**EXERCISE DETAILS**.
Everything in the records must be copied exactly, apart from the pictures.

- Opening Delimiter -

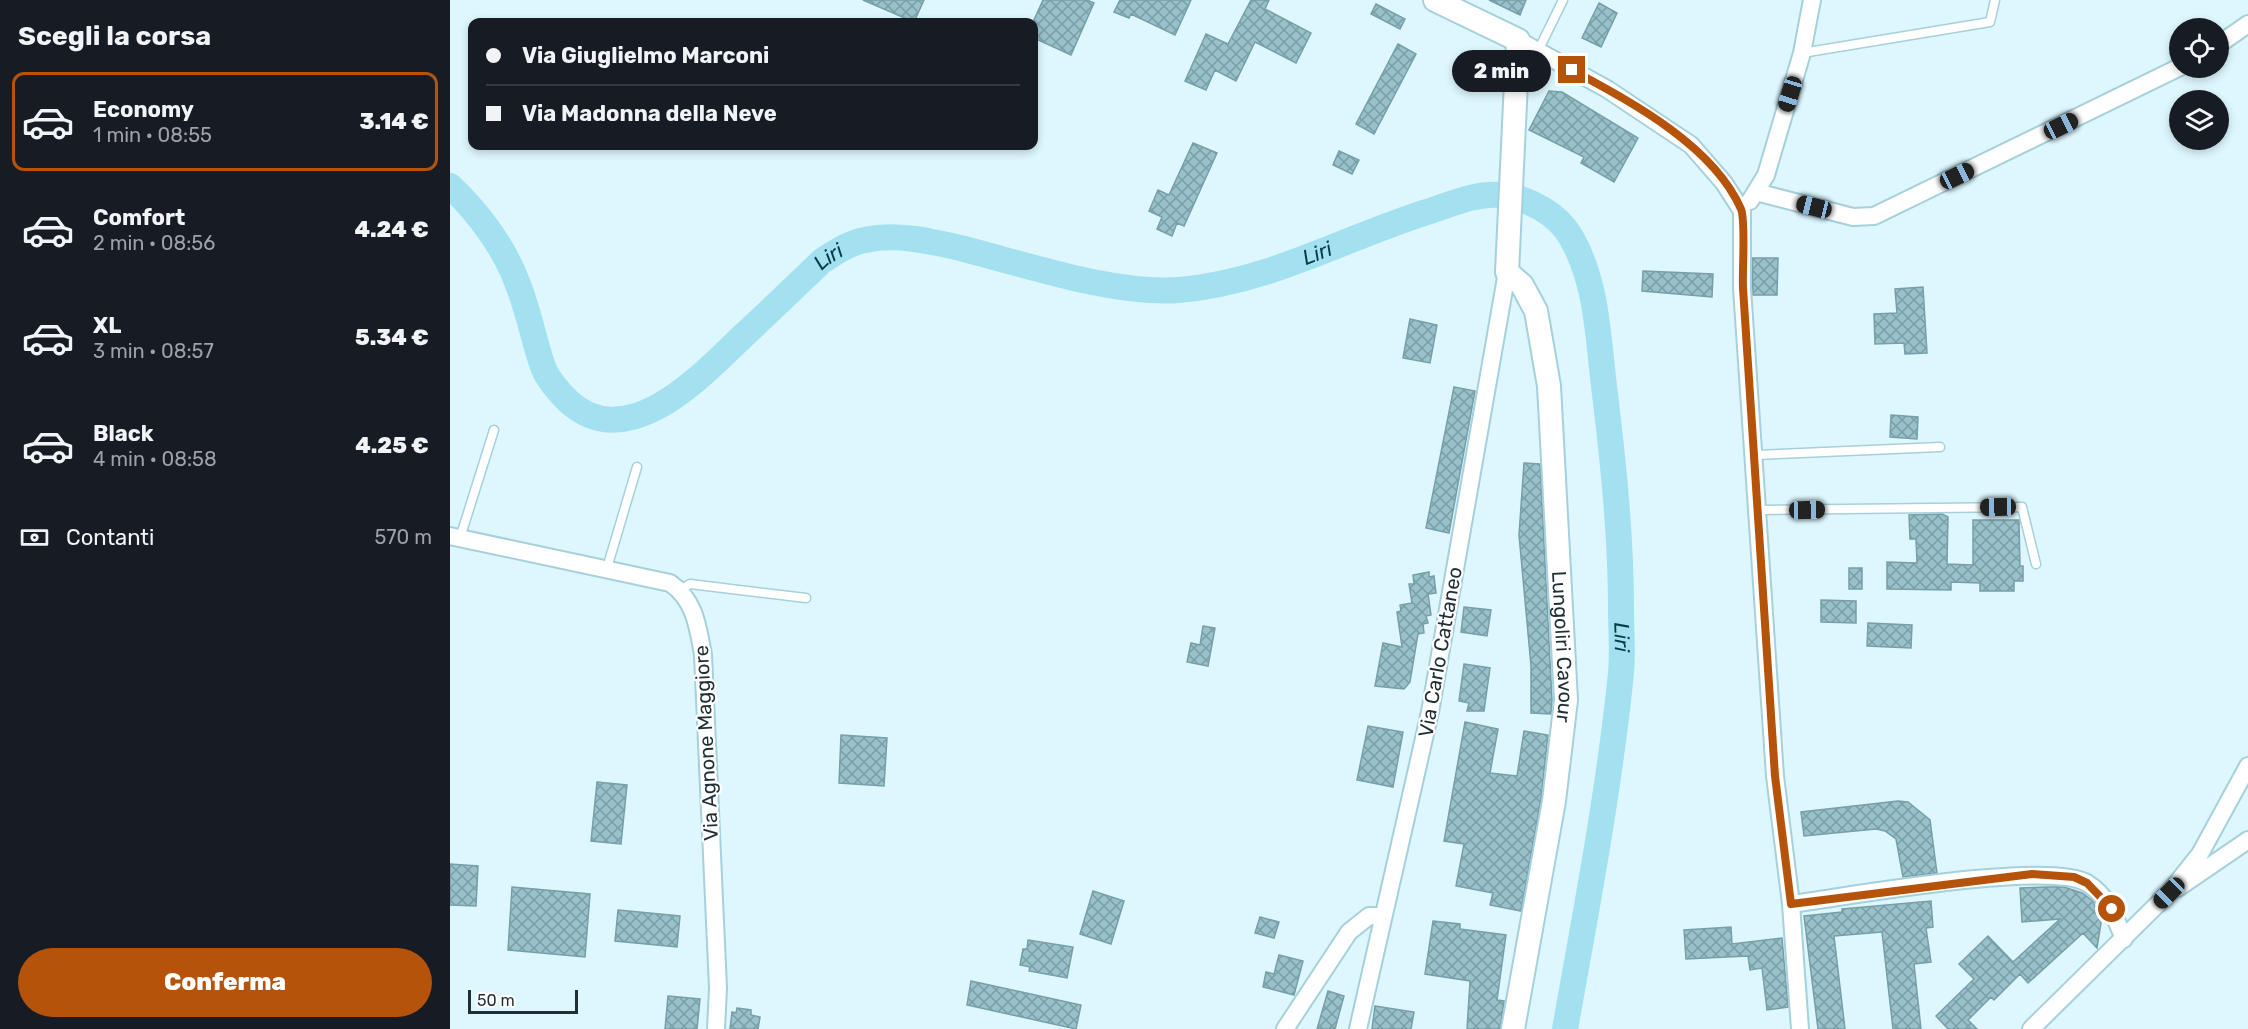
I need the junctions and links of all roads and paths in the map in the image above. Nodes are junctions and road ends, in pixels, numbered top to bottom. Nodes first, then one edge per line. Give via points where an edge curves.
1 (1435, 0) edge
2 (1563, 0) edge
3 (1812, 0) edge
4 (1995, 0) edge
5 (2248, 24) edge
6 (2229, 37) edge
7 (1518, 40) junction
8 (1538, 51) junction
9 (1802, 53) junction
10 (2169, 72) edge
11 (1756, 192) junction
12 (1742, 211) junction
13 (1508, 264) junction
14 (494, 430) dead end
15 (1940, 447) dead end
16 (1755, 455) junction
17 (637, 467) dead end
18 (1759, 510) junction
19 (455, 537) edge
20 (2036, 564) dead end
21 (607, 568) junction
22 (680, 590) junction
23 (806, 598) dead end
24 (2248, 766) edge
25 (2248, 840) edge
26 (2169, 893) junction
27 (1791, 904) junction
28 (1383, 916) junction
29 (2124, 939) junction
30 (716, 1029) edge
31 (1285, 1029) edge
32 (1358, 1029) edge
33 (1513, 1029) edge
34 (1800, 1029) edge
35 (2031, 1029) edge

1 - 7 street
2 - 8 lane
3 - 9 street
4 - 9 lane via 1990,22
5 - 6 street
7 - 8 street
7 - 13 street
8 - 12 street via 1607,89 1691,145
9 - 11 street via 1766,175
10 - 11 street via 1874,216 1853,217
11 - 12 street
12 - 16 street via 1743,288
13 - 28 street, Via Carlo Cattaneo via 1430,712
13 - 33 street, Lungoliri Cavour via 1536,311 1549,386 1566,700 1554,801
14 - 19 lane
15 - 16 lane
16 - 18 street
17 - 21 lane
18 - 20 lane via 2022,507
18 - 27 street via 1775,776
19 - 21 street
21 - 22 street via 670,583
22 - 23 lane via 690,584
22 - 30 street, Via Agnone Maggiore via 696,618 703,655 718,988
24 - 26 street via 2200,854
25 - 26 street
26 - 29 street
27 - 29 street via 1995,878 2055,875 2074,877 2102,896
27 - 34 street
28 - 31 street via 1369,915 1349,933
28 - 32 street, Via Carlo Cattaneo
29 - 35 street

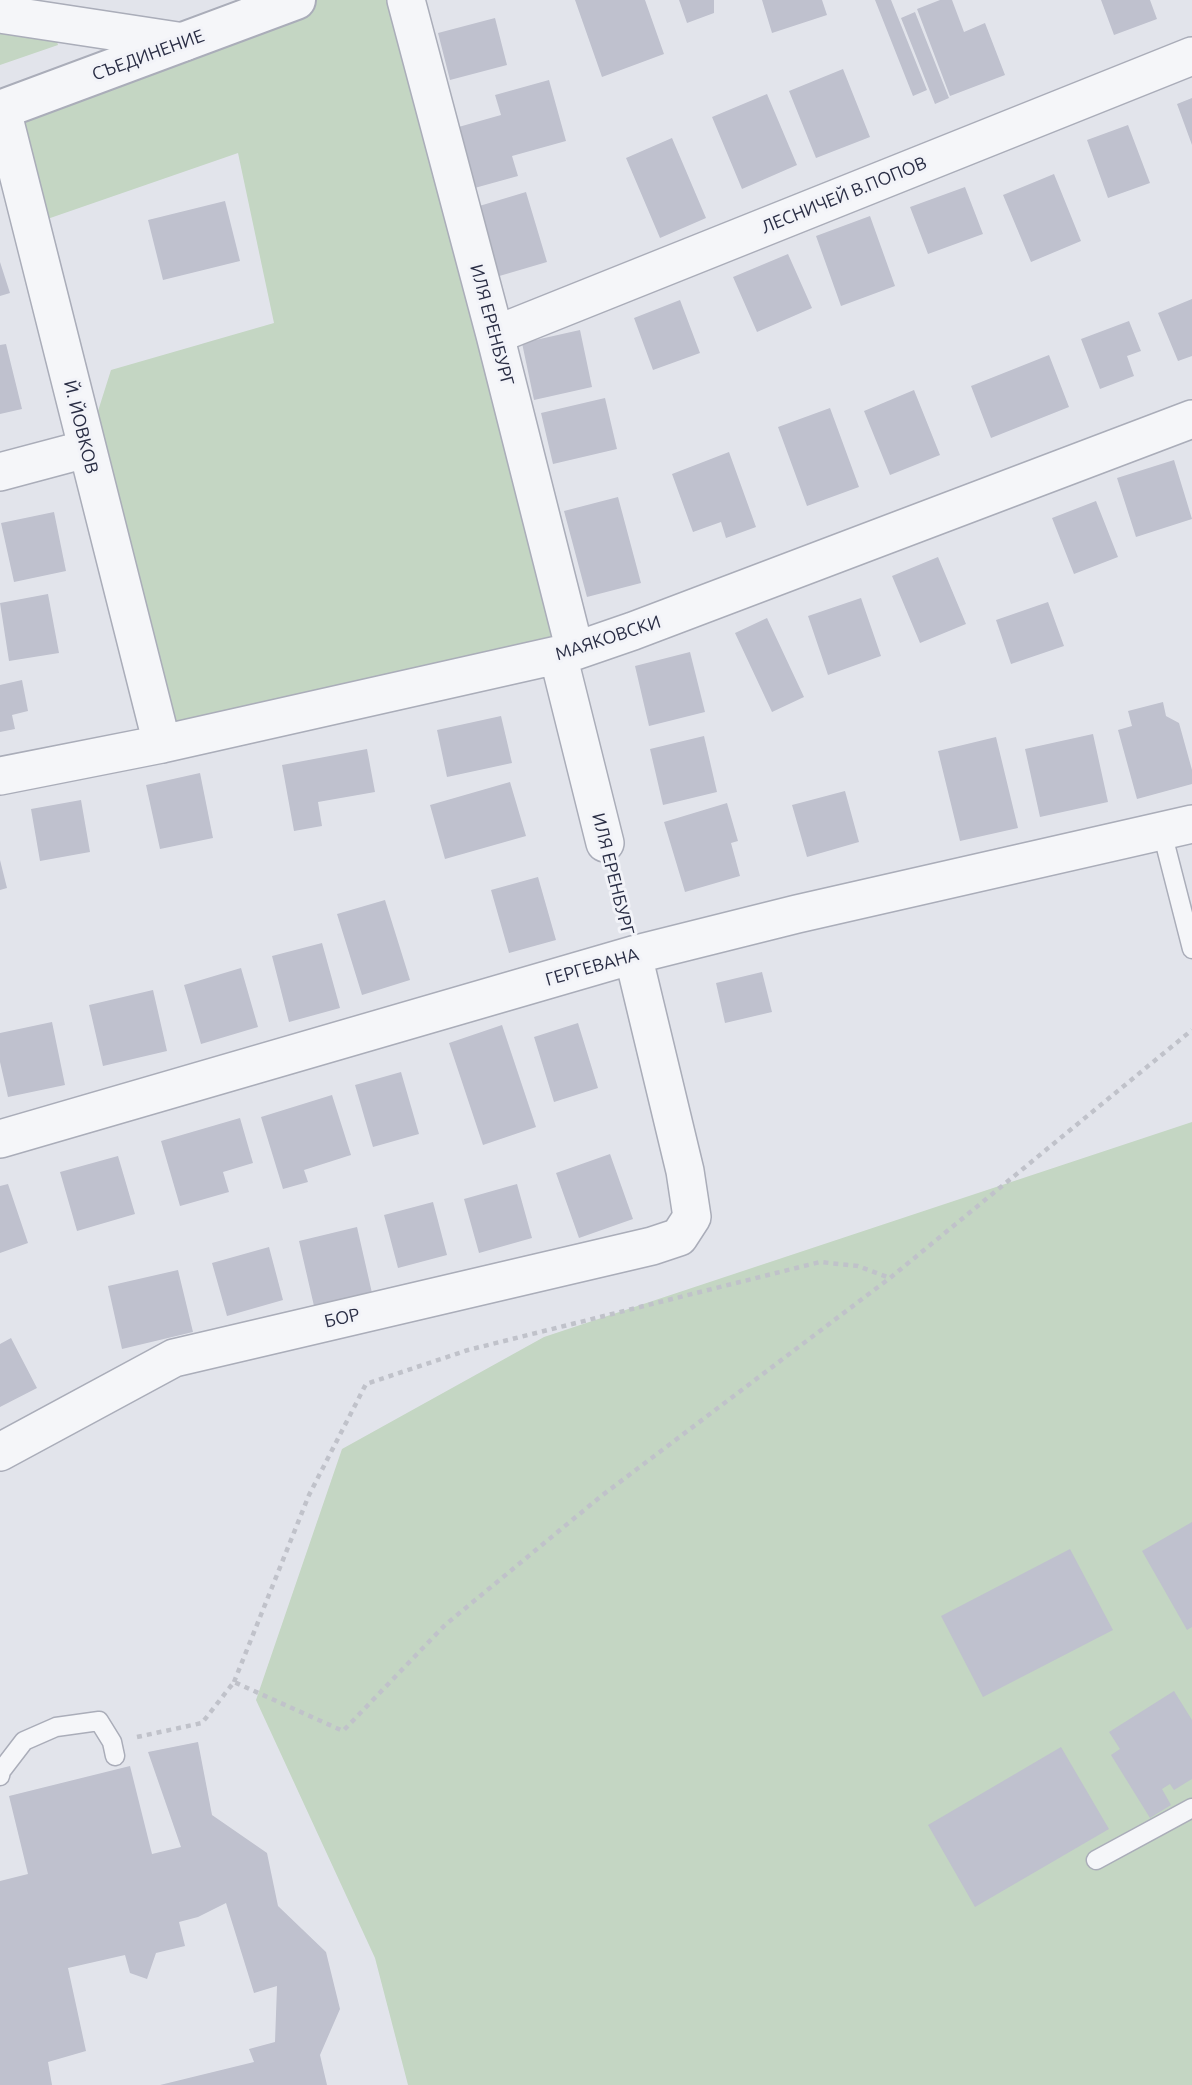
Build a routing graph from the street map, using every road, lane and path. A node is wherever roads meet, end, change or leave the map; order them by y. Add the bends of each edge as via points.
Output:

- Closing Delimiter -

**REPLY**.
I need the junctions and links of all roads and paths in the map in the image above. Nodes are junctions and road ends, in pixels, numbered top to bottom. Nodes first, then one edge per line. Give via points where an edge curves.
1 (1435, 0) edge
2 (1563, 0) edge
3 (1812, 0) edge
4 (1995, 0) edge
5 (2248, 24) edge
6 (2229, 37) edge
7 (1518, 40) junction
8 (1538, 51) junction
9 (1802, 53) junction
10 (2169, 72) edge
11 (1756, 192) junction
12 (1742, 211) junction
13 (1508, 264) junction
14 (494, 430) dead end
15 (1940, 447) dead end
16 (1755, 455) junction
17 (637, 467) dead end
18 (1759, 510) junction
19 (455, 537) edge
20 (2036, 564) dead end
21 (607, 568) junction
22 (680, 590) junction
23 (806, 598) dead end
24 (2248, 766) edge
25 (2248, 840) edge
26 (2169, 893) junction
27 (1791, 904) junction
28 (1383, 916) junction
29 (2124, 939) junction
30 (716, 1029) edge
31 (1285, 1029) edge
32 (1358, 1029) edge
33 (1513, 1029) edge
34 (1800, 1029) edge
35 (2031, 1029) edge

1 - 7 street
2 - 8 lane
3 - 9 street
4 - 9 lane via 1990,22
5 - 6 street
7 - 8 street
7 - 13 street
8 - 12 street via 1607,89 1691,145
9 - 11 street via 1766,175
10 - 11 street via 1874,216 1853,217
11 - 12 street
12 - 16 street via 1743,288
13 - 28 street, Via Carlo Cattaneo via 1430,712
13 - 33 street, Lungoliri Cavour via 1536,311 1549,386 1566,700 1554,801
14 - 19 lane
15 - 16 lane
16 - 18 street
17 - 21 lane
18 - 20 lane via 2022,507
18 - 27 street via 1775,776
19 - 21 street
21 - 22 street via 670,583
22 - 23 lane via 690,584
22 - 30 street, Via Agnone Maggiore via 696,618 703,655 718,988
24 - 26 street via 2200,854
25 - 26 street
26 - 29 street
27 - 29 street via 1995,878 2055,875 2074,877 2102,896
27 - 34 street
28 - 31 street via 1369,915 1349,933
28 - 32 street, Via Carlo Cattaneo
29 - 35 street

Build a routing graph from the street map, using every road, lane and path. A node is wherever roads meet, end, change or leave the map; order them by y. Add the bends of each edge as via points.
Output:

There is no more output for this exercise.